– Это… и, Валентина… Купите на меня билет туда…

– Куда? В Воркуту?

– Да. Железнодорожный.

– А как долго не будет вас?

– Время покажет, Валентина. Время покажет….


Переступив порог, Распупин огляделся по сторонам, как будто не узнавая место своего недолгого скита. «Все должно было быть как-то иначе, все требует переработки» – но, не вдаваясь в дальнейшие размышления по этому поводу, он принял единственно верное решение и направился прямиком к спрятавшемуся за фикусом в глубине комнаты глобусу. Путь ему преграждало минное поле пустых и початых бутылок, дюны вырванных неизвестно откуда страниц, отработанные гильзы папирос, и круглый стол, с которого лавиной на пол были ссыпаны различные письма местного, но в основном иностранного происхождения. Не ясно, зачем Распупину потребовался именно круглый стол, ведь никаких совещаний он не проводил – видимо стол остался там еще от прежних хозяев. Преодолев последний редут – резной стул, танковым ежом расположившийся возле стола, Распупин пошаркал немного, посмотрел под ноги – письма. Повсюду на полу были письма и лоскуты старых карт, присыпанные горстками табака. Лидер нагнулся к одной из таких горсток, захватил немного, без труда свернул себе самокрутку из куска копировальной бумаги, и забросил ее за ухо. После пары решительных шагов, он уже стоял у глобуса и внимательно его изучал. Глобус был усыпан маленькими насечками и гвоздями, а в Скандинавию был воткнут эдаких приличных размеров штык-нож. Хитро ухмыльнувшись, Распупин, не задерживаясь, поднял крышку глобуса и вынул из нее нетронутую бутылку. Вслед за ней был вытянут и чистый граненый стакан. Не закрыв глобус, Распупин оперся об него спиной, как о перила и, налив себе водки, обратился взглядом к кабинету, будто свергнутый король в последний раз к своим владениям. В какой-то точке комнаты его взгляд остановился и сам он замер, будто монолит, навечно воткнутый кем-то в монгольские степи на растерзание временам и ветрам.


***


Ааоаооуэээееоаоуыыы! –


Кто-то протяжно зевнул с балкона, потягиваясь навстречу солнцу, словно светолюбивое растение.

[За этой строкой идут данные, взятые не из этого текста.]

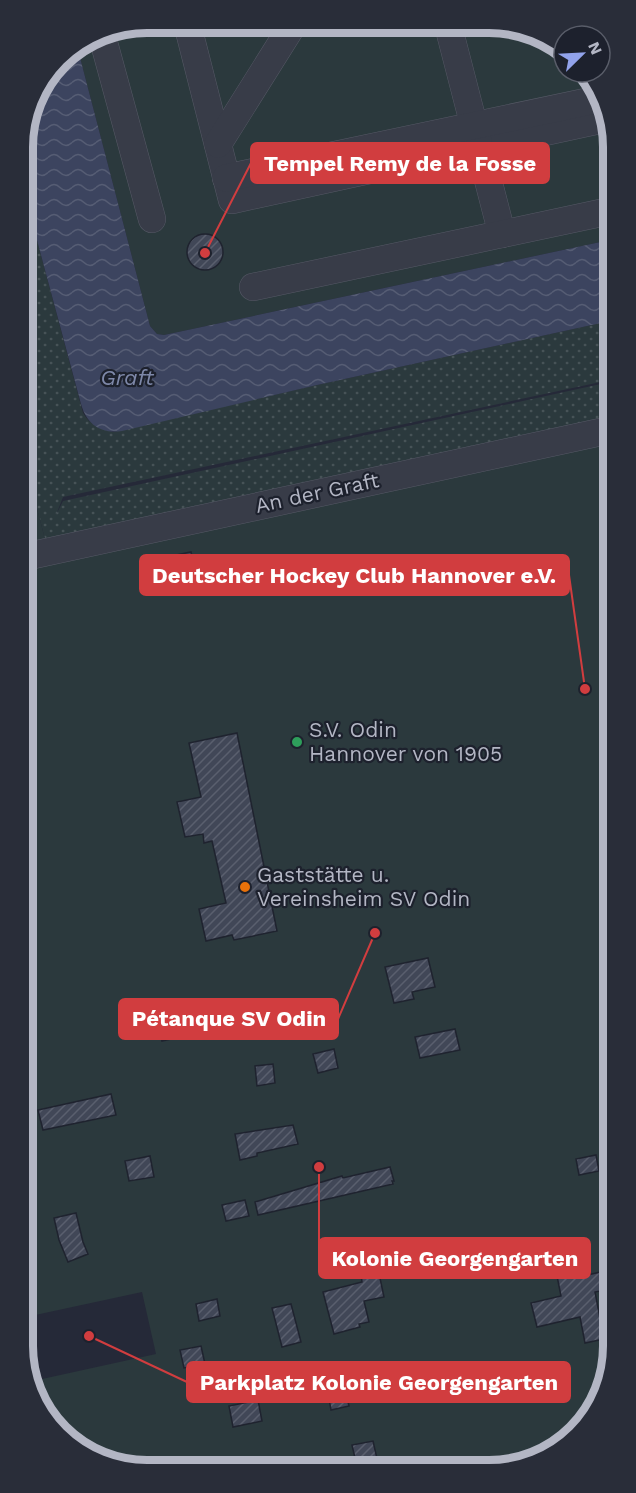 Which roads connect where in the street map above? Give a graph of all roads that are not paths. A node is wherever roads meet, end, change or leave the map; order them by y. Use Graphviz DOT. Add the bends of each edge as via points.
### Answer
graph roads {
  1 [pos="190,33"];
  2 [pos="288,33"];
  3 [pos="450,33"];
  4 [pos="104,42"];
  5 [pos="593,101"];
  6 [pos="599,119"];
  7 [pos="476,136"];
  8 [pos="218,144"];
  9 [pos="603,212"];
  10 [pos="152,219"];
  11 [pos="502,234"];
  12 [pos="254,287"];
  13 [pos="603,432"];
  14 [pos="33,555"];
  1 -- 8 [label="street"];
  2 -- 8 [label="street"];
  3 -- 7 [label="street"];
  4 -- 10 [label="street"];
  5 -- 7 [label="street"];
  6 -- 7 [label="street"];
  7 -- 8 [label="street" via="232,200"];
  7 -- 11 [label="street"];
  9 -- 11 [label="street"];
  11 -- 12 [label="street"];
  13 -- 14 [label="street, An der Graft"];
}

Ослепительное небо округло уходило за город, будто в линзу объектива, на горизонте оседая где-то на уровне ушей. Свои руки этот кто-то смущенно уложил на горизонт, как собачка на колени хозяину, а затем, вытягиваясь уже с новой силой, внезапно обмяк, пару раз хрустнув крепким молодым стеблем. Было ветрено. Солнце быстро занесло облаками и теперь то, что происходило под балконом, в утренних сумерках, стало для случайного зрителя куда более интересным.

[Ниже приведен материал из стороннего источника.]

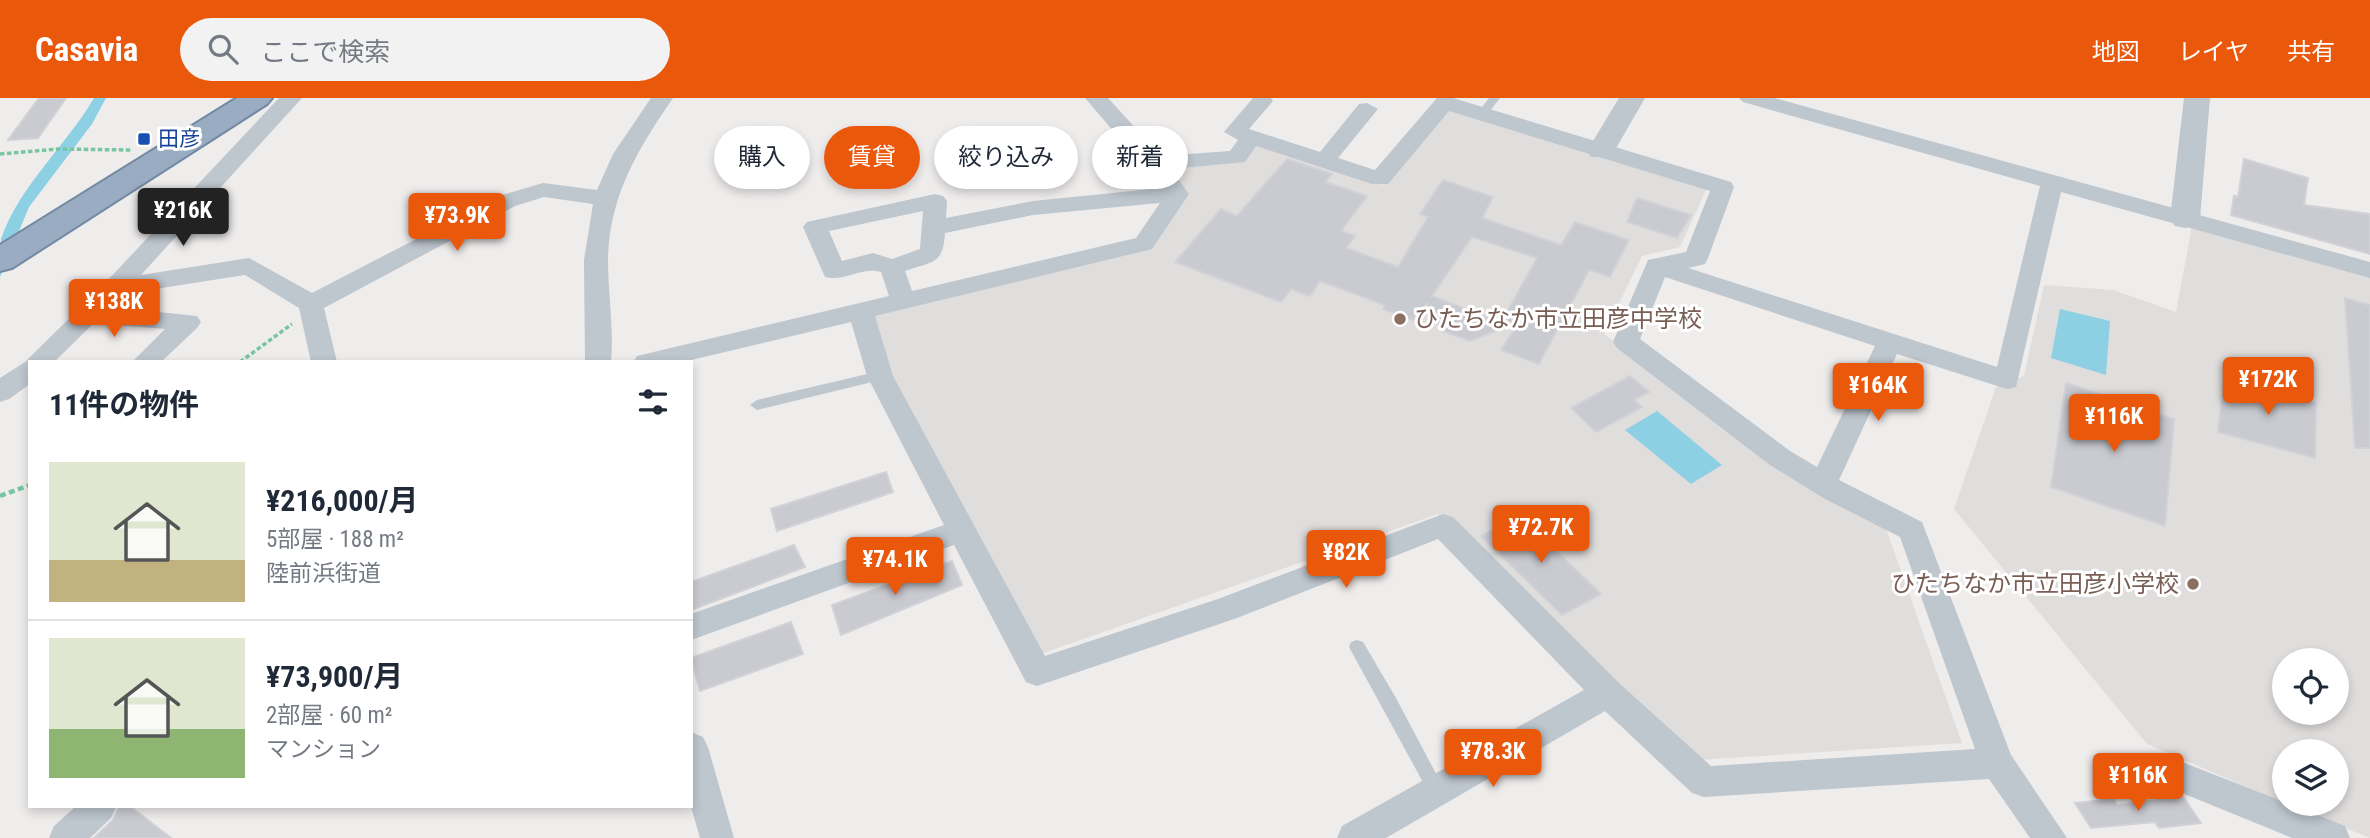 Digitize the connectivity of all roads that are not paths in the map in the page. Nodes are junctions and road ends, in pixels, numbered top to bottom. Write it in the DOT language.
graph roads {
  1 [pos="226,98"];
  2 [pos="257,98"];
  3 [pos="291,98"];
  4 [pos="662,98"];
  5 [pos="1096,98"];
  6 [pos="1632,98"];
  7 [pos="1750,98"];
  8 [pos="2197,98"];
  9 [pos="1262,102"];
  10 [pos="1489,106"];
  11 [pos="1367,109"];
  12 [pos="1121,126"];
  13 [pos="1252,137"];
  14 [pos="1601,151"];
  15 [pos="1188,161"];
  16 [pos="1324,161"];
  17 [pos="2052,182"];
  18 [pos="1174,189"];
  19 [pos="1178,194"];
  20 [pos="604,198"];
  21 [pos="2185,219"];
  22 [pos="933,228"];
  23 [pos="0,237"];
  24 [pos="0,260"];
  25 [pos="1657,266"];
  26 [pos="892,267"];
  27 [pos="2370,270"];
  28 [pos="116,287"];
  29 [pos="904,303"];
  30 [pos="311,307"];
  31 [pos="860,313"];
  32 [pos="89,314"];
  33 [pos="1890,342"];
  34 [pos="40,360"];
  35 [pos="147,360"];
  36 [pos="324,360"];
  37 [pos="596,360"];
  38 [pos="655,360"];
  39 [pos="28,371"];
  40 [pos="880,376"];
  41 [pos="0,391"];
  42 [pos="757,405"];
  43 [pos="1823,484"];
  44 [pos="962,530"];
  45 [pos="693,626"];
  46 [pos="1357,647"];
  47 [pos="1608,692"];
  48 [pos="693,754"];
  49 [pos="1997,763"];
  50 [pos="2177,775"];
  51 [pos="1436,790"];
  52 [pos="98,808"];
  53 [pos="65,838"];
  54 [pos="717,838"];
  55 [pos="1354,838"];
  56 [pos="2050,838"];
  57 [pos="2333,838"];
  1 -- 23 [label="highway"];
  2 -- 24 [label="highway"];
  3 -- 28 [label="street"];
  4 -- 20 [label="street"];
  5 -- 12 [label="street"];
  6 -- 14 [label="street"];
  7 -- 17 [label="street"];
  8 -- 21 [label="street"];
  9 -- 13 [label="street"];
  10 -- 14 [label="street"];
  10 -- 16 [label="street"];
  11 -- 16 [label="street"];
  13 -- 15 [label="street"];
  13 -- 16 [label="street"];
  14 -- 25 [label="street"];
  17 -- 21 [label="street"];
  17 -- 33 [label="street"];
  18 -- 19 [label="street"];
  19 -- 22 [label="street"];
  19 -- 29 [label="street"];
  20 -- 30 [label="street"];
  20 -- 37 [label="street"];
  21 -- 27 [label="street"];
  22 -- 26 [label="street"];
  22 -- 26 [label="street"];
  25 -- 33 [label="street"];
  25 -- 43 [label="street"];
  26 -- 29 [label="street"];
  28 -- 30 [label="street"];
  28 -- 32 [label="street"];
  29 -- 31 [label="street"];
  30 -- 36 [label="street"];
  31 -- 38 [label="street"];
  31 -- 40 [label="street"];
  32 -- 34 [label="street"];
  32 -- 35 [label="street"];
  33 -- 43 [label="street"];
  39 -- 41 [label="street"];
  40 -- 42 [label="lane"];
  40 -- 44 [label="street"];
  43 -- 49 [label="street"];
  44 -- 45 [label="street"];
  44 -- 47 [label="street"];
  46 -- 51 [label="lane"];
  47 -- 49 [label="street"];
  47 -- 51 [label="street"];
  48 -- 54 [label="street"];
  49 -- 56 [label="street"];
  50 -- 57 [label="street"];
  51 -- 55 [label="street"];
  52 -- 53 [label="street"];
}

Несмотря на время суток, фонари продолжали равномерно освещать некоторые участки дороги, но толку от них было уже немного: ночь в бессилии отступала, кое-где оккупируя проулки и прячась в подворотнях. Артерия проспекта вяло, как кильватер, выползала из-под балкона и уходила куда-то по диагонали, вырываясь из беспредметности дыма и пара бодрыми сигналами редких автомобилей и монотонным светофорным «жди».


С мушиным зуммером по проспекту плыл грузовик, заставляя пробудиться задержавшихся мухоловок. Нимфы и ундины стонали в паутине сумерек. Ночью самые интересные вещи приходят в голову. Второй раз! – хлопнул по шее балконный смотритель, отгоняя насекомое. Действие знакомое, пара бабочек покидают логово, уносясь прочь от посторонних глаз, прочь от потонувшего в рассвете излюбленного фонаря.


Проспект был просторным как рукав сутаны, где каждой из проезжавших машин была дана свобода для маневра, чтобы разбежаться, как следует, прорезая прохладу, точно тюлевую занавеску. Водитель грузовика неспешно доедал сумеречного паука-крестовика: прикурившись о него, он опустил козырек от солнца и высунул руку в открытое окно, попутно стряхивая пепел полночной дремоты.